→ **Work to complete**:
Make an exact copy of all the entries below, with the pictures left out.

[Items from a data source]

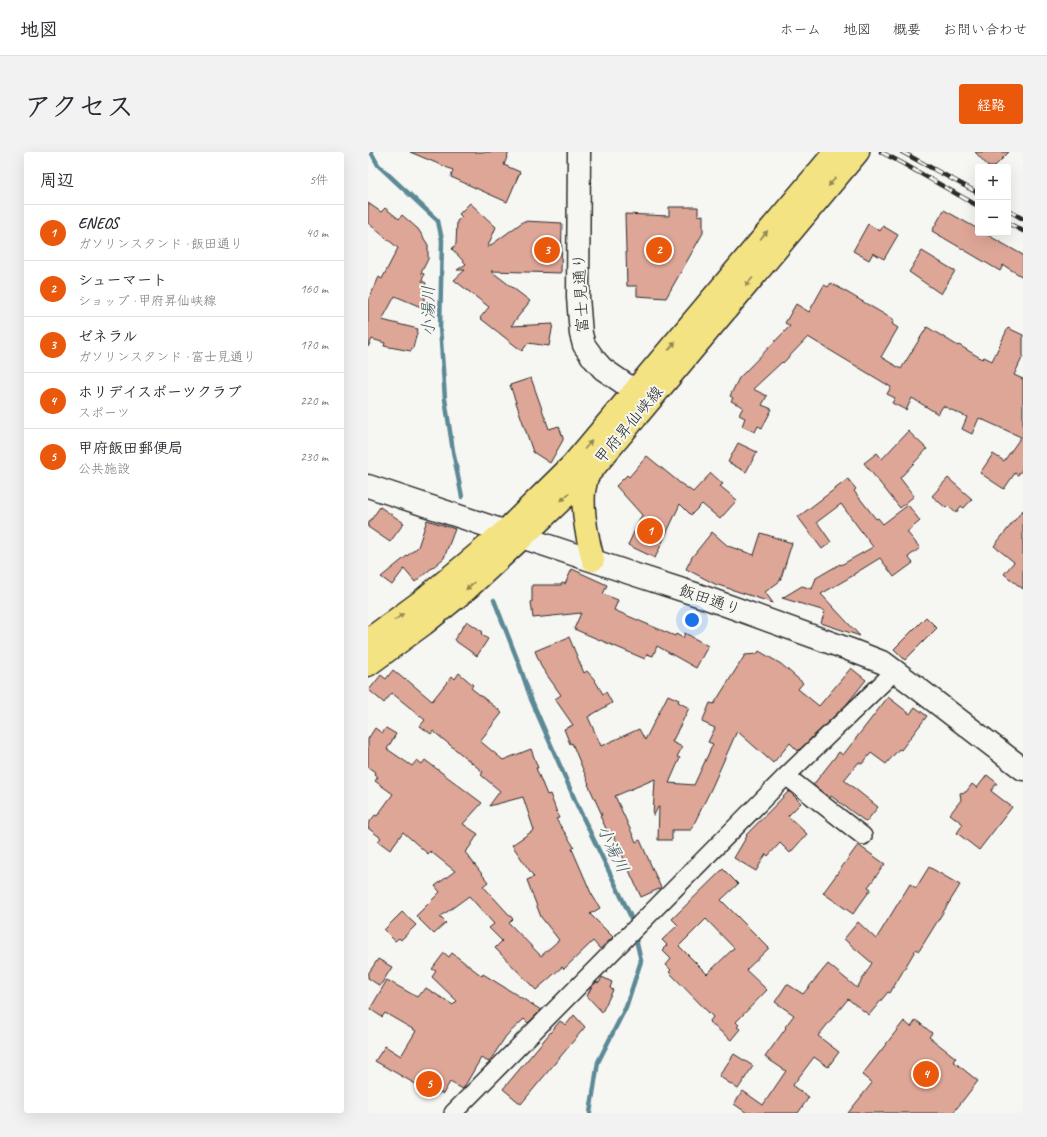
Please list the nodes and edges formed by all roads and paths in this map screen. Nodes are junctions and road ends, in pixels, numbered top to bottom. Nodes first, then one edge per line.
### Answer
1 (579, 152) edge
2 (835, 152) edge
3 (858, 152) edge
4 (640, 399) junction
5 (587, 476) junction
6 (368, 486) edge
7 (514, 534) junction
8 (593, 560) junction
9 (368, 640) edge
10 (368, 665) edge
11 (895, 671) junction
12 (1023, 769) edge
13 (786, 776) junction
14 (863, 836) dead end
15 (453, 1113) edge

1 - 4 main road, 富士見通り
4 -> 2 main road, 甲府昇仙峡線
3 -> 4 main road, 甲府昇仙峡線
4 - 5 main road, 甲府昇仙峡線
7 -> 4 main road, 甲府昇仙峡線
5 -> 7 main road, 甲府昇仙峡線
5 - 8 main road
6 - 7 main road, 飯田通り
7 - 8 main road, 飯田通り
9 -> 7 main road, 甲府昇仙峡線
7 -> 10 main road, 甲府昇仙峡線
8 - 11 main road, 飯田通り
11 - 12 main road, 飯田通り
11 - 13 street
13 - 14 street
13 - 15 street

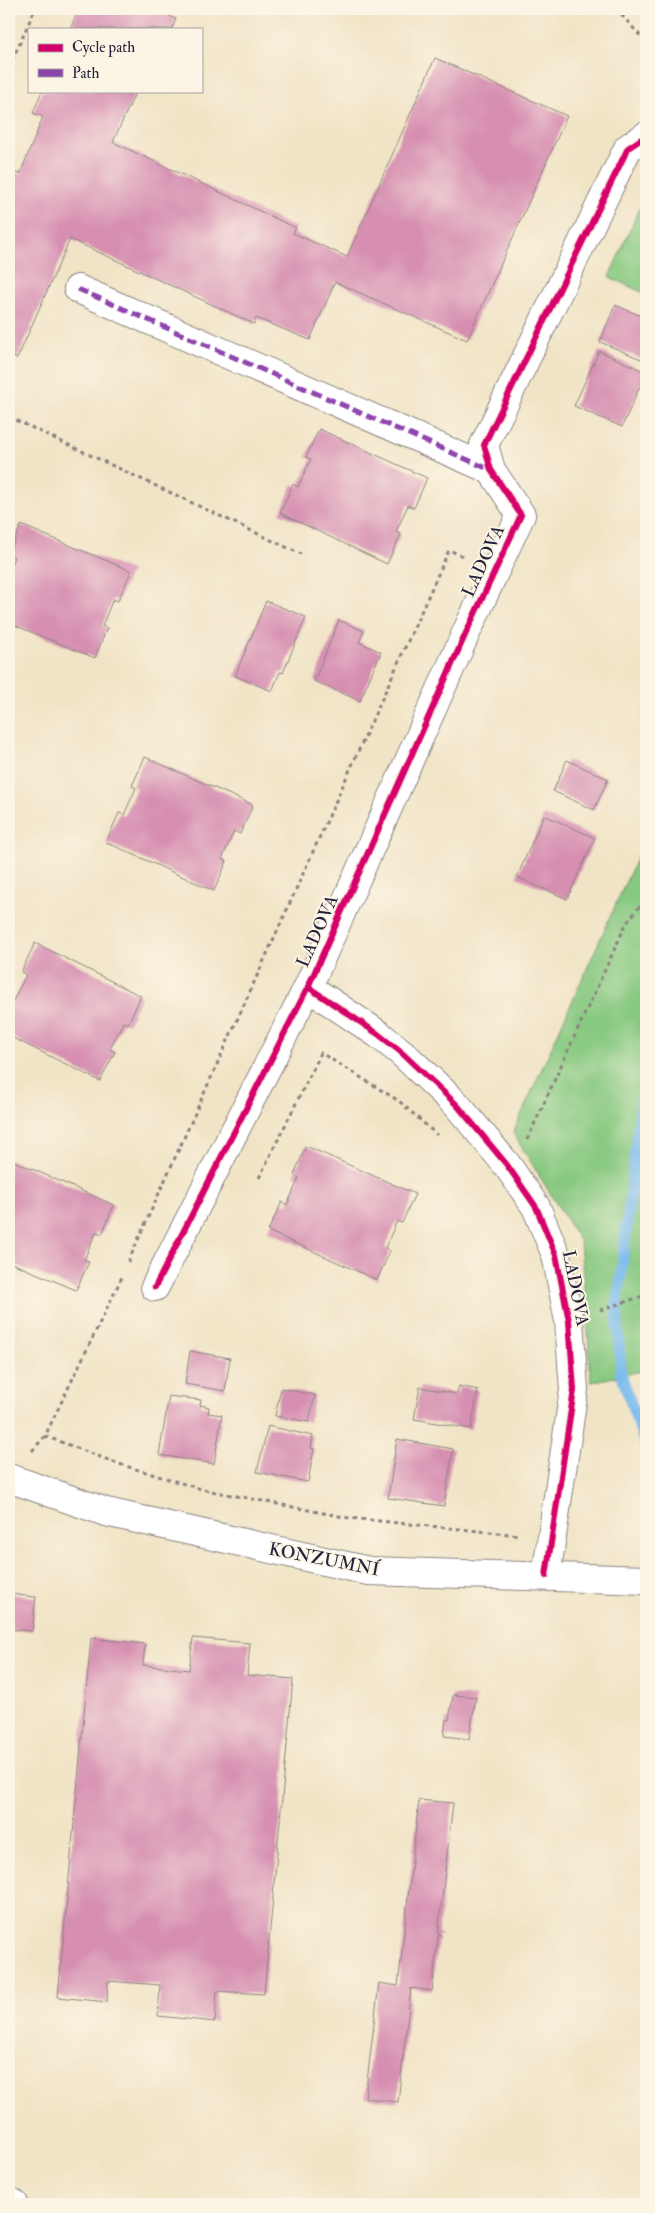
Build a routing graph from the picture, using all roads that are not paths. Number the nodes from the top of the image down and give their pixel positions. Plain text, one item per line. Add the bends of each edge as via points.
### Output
1 (646, 136) edge
2 (78, 289) dead end
3 (491, 470) junction
4 (308, 987) junction
5 (155, 1287) dead end
6 (9, 1479) edge
7 (546, 1576) junction
8 (646, 1580) edge
9 (9, 2201) edge
10 (14, 2204) edge

1 - 3 street, LADOVA via 628,148 484,446
2 - 3 street
3 - 4 street, LADOVA via 521,515
4 - 5 street, LADOVA
4 - 7 street, LADOVA via 378,1034 457,1105 507,1165 536,1207 556,1255 569,1321 574,1390
6 - 7 street, KONZUMNÍ via 106,1512 369,1571
7 - 8 street, KONZUMNÍ
9 - 10 street

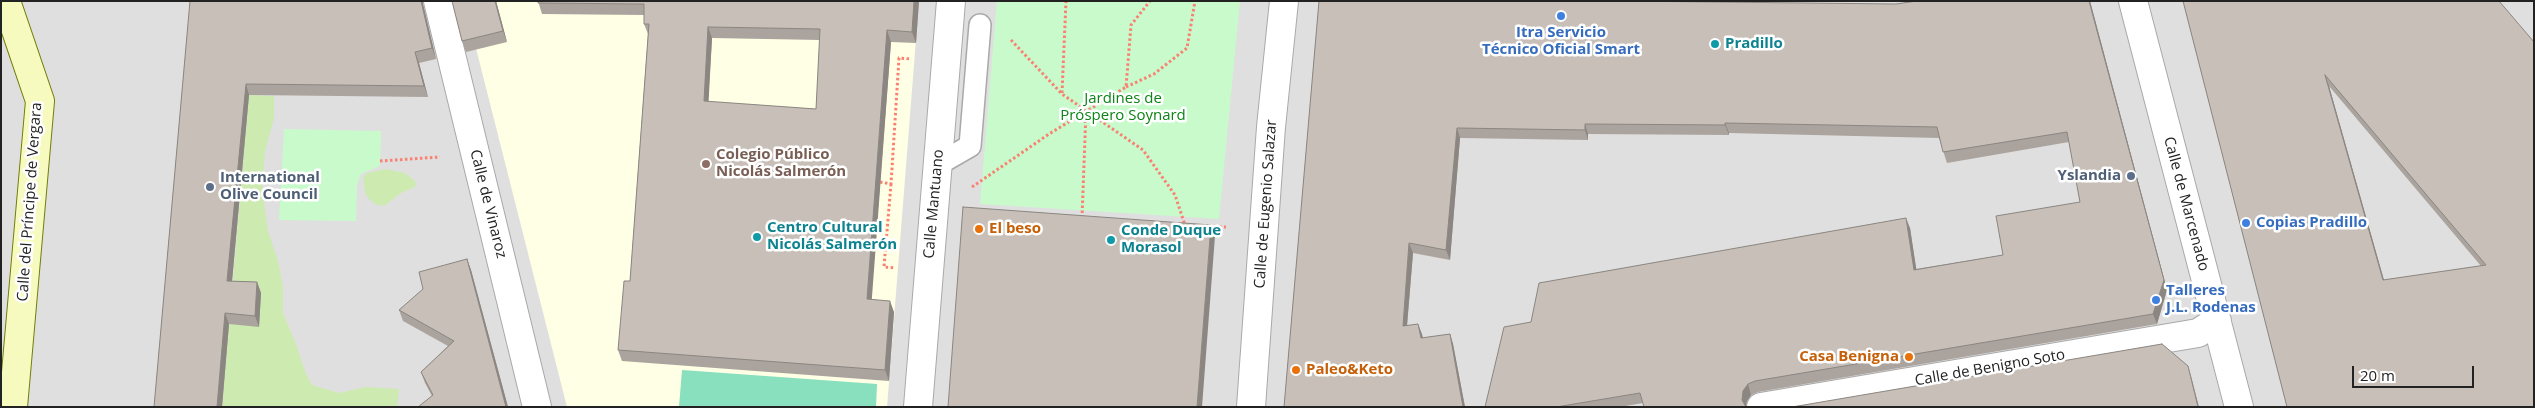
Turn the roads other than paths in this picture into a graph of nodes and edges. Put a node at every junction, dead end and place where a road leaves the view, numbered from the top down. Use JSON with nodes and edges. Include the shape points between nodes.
{"nodes":[{"id":1,"x":6,"y":1,"type":"edge"},
{"id":2,"x":438,"y":1,"type":"edge"},
{"id":3,"x":951,"y":1,"type":"edge"},
{"id":4,"x":1284,"y":1,"type":"edge"},
{"id":5,"x":2133,"y":1,"type":"edge"},
{"id":6,"x":980,"y":25,"type":"dead end"},
{"id":7,"x":937,"y":165,"type":"junction"},
{"id":8,"x":2217,"y":321,"type":"junction"},
{"id":9,"x":13,"y":407,"type":"edge"},
{"id":10,"x":537,"y":407,"type":"edge"},
{"id":11,"x":918,"y":407,"type":"edge"},
{"id":12,"x":1251,"y":407,"type":"edge"},
{"id":13,"x":1760,"y":407,"type":"edge"},
{"id":14,"x":2238,"y":407,"type":"edge"}],
"edges":[{"from":1,"to":9,"type":"main road","name":"Calle del Príncipe de Vergara","via":[[40,101]]},
{"from":2,"to":10,"type":"street","name":"Calle de Vinaroz"},
{"from":3,"to":7,"type":"street","name":"Calle Mantuano"},
{"from":4,"to":12,"type":"street","name":"Calle de Eugenio Salazar","via":[[1271,127]]},
{"from":5,"to":8,"type":"street","name":"Calle de Marcenado"},
{"from":6,"to":7,"type":"lane","via":[[970,146]]},
{"from":7,"to":11,"type":"street","name":"Calle Mantuano"},
{"from":8,"to":13,"type":"street","name":"Calle de Benigno Soto","via":[[2198,333]]},
{"from":8,"to":14,"type":"street","name":"Calle de Marcenado"}]}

→ **Task result**:
Please list the nodes and edges formed by all roads and paths in this map screen. Nodes are junctions and road ends, in pixels, numbered top to bottom. Nodes first, then one edge per line.
### Answer
1 (579, 152) edge
2 (835, 152) edge
3 (858, 152) edge
4 (640, 399) junction
5 (587, 476) junction
6 (368, 486) edge
7 (514, 534) junction
8 (593, 560) junction
9 (368, 640) edge
10 (368, 665) edge
11 (895, 671) junction
12 (1023, 769) edge
13 (786, 776) junction
14 (863, 836) dead end
15 (453, 1113) edge

1 - 4 main road, 富士見通り
4 -> 2 main road, 甲府昇仙峡線
3 -> 4 main road, 甲府昇仙峡線
4 - 5 main road, 甲府昇仙峡線
7 -> 4 main road, 甲府昇仙峡線
5 -> 7 main road, 甲府昇仙峡線
5 - 8 main road
6 - 7 main road, 飯田通り
7 - 8 main road, 飯田通り
9 -> 7 main road, 甲府昇仙峡線
7 -> 10 main road, 甲府昇仙峡線
8 - 11 main road, 飯田通り
11 - 12 main road, 飯田通り
11 - 13 street
13 - 14 street
13 - 15 street

Build a routing graph from the picture, using all roads that are not paths. Number the nodes from the top of the image down and give their pixel positions. Plain text, one item per line. Add the bends of each edge as via points.
### Output
1 (646, 136) edge
2 (78, 289) dead end
3 (491, 470) junction
4 (308, 987) junction
5 (155, 1287) dead end
6 (9, 1479) edge
7 (546, 1576) junction
8 (646, 1580) edge
9 (9, 2201) edge
10 (14, 2204) edge

1 - 3 street, LADOVA via 628,148 484,446
2 - 3 street
3 - 4 street, LADOVA via 521,515
4 - 5 street, LADOVA
4 - 7 street, LADOVA via 378,1034 457,1105 507,1165 536,1207 556,1255 569,1321 574,1390
6 - 7 street, KONZUMNÍ via 106,1512 369,1571
7 - 8 street, KONZUMNÍ
9 - 10 street

Turn the roads other than paths in this picture into a graph of nodes and edges. Put a node at every junction, dead end and place where a road leaves the view, numbered from the top down. Use JSON with nodes and edges. Include the shape points between nodes.
{"nodes":[{"id":1,"x":6,"y":1,"type":"edge"},
{"id":2,"x":438,"y":1,"type":"edge"},
{"id":3,"x":951,"y":1,"type":"edge"},
{"id":4,"x":1284,"y":1,"type":"edge"},
{"id":5,"x":2133,"y":1,"type":"edge"},
{"id":6,"x":980,"y":25,"type":"dead end"},
{"id":7,"x":937,"y":165,"type":"junction"},
{"id":8,"x":2217,"y":321,"type":"junction"},
{"id":9,"x":13,"y":407,"type":"edge"},
{"id":10,"x":537,"y":407,"type":"edge"},
{"id":11,"x":918,"y":407,"type":"edge"},
{"id":12,"x":1251,"y":407,"type":"edge"},
{"id":13,"x":1760,"y":407,"type":"edge"},
{"id":14,"x":2238,"y":407,"type":"edge"}],
"edges":[{"from":1,"to":9,"type":"main road","name":"Calle del Príncipe de Vergara","via":[[40,101]]},
{"from":2,"to":10,"type":"street","name":"Calle de Vinaroz"},
{"from":3,"to":7,"type":"street","name":"Calle Mantuano"},
{"from":4,"to":12,"type":"street","name":"Calle de Eugenio Salazar","via":[[1271,127]]},
{"from":5,"to":8,"type":"street","name":"Calle de Marcenado"},
{"from":6,"to":7,"type":"lane","via":[[970,146]]},
{"from":7,"to":11,"type":"street","name":"Calle Mantuano"},
{"from":8,"to":13,"type":"street","name":"Calle de Benigno Soto","via":[[2198,333]]},
{"from":8,"to":14,"type":"street","name":"Calle de Marcenado"}]}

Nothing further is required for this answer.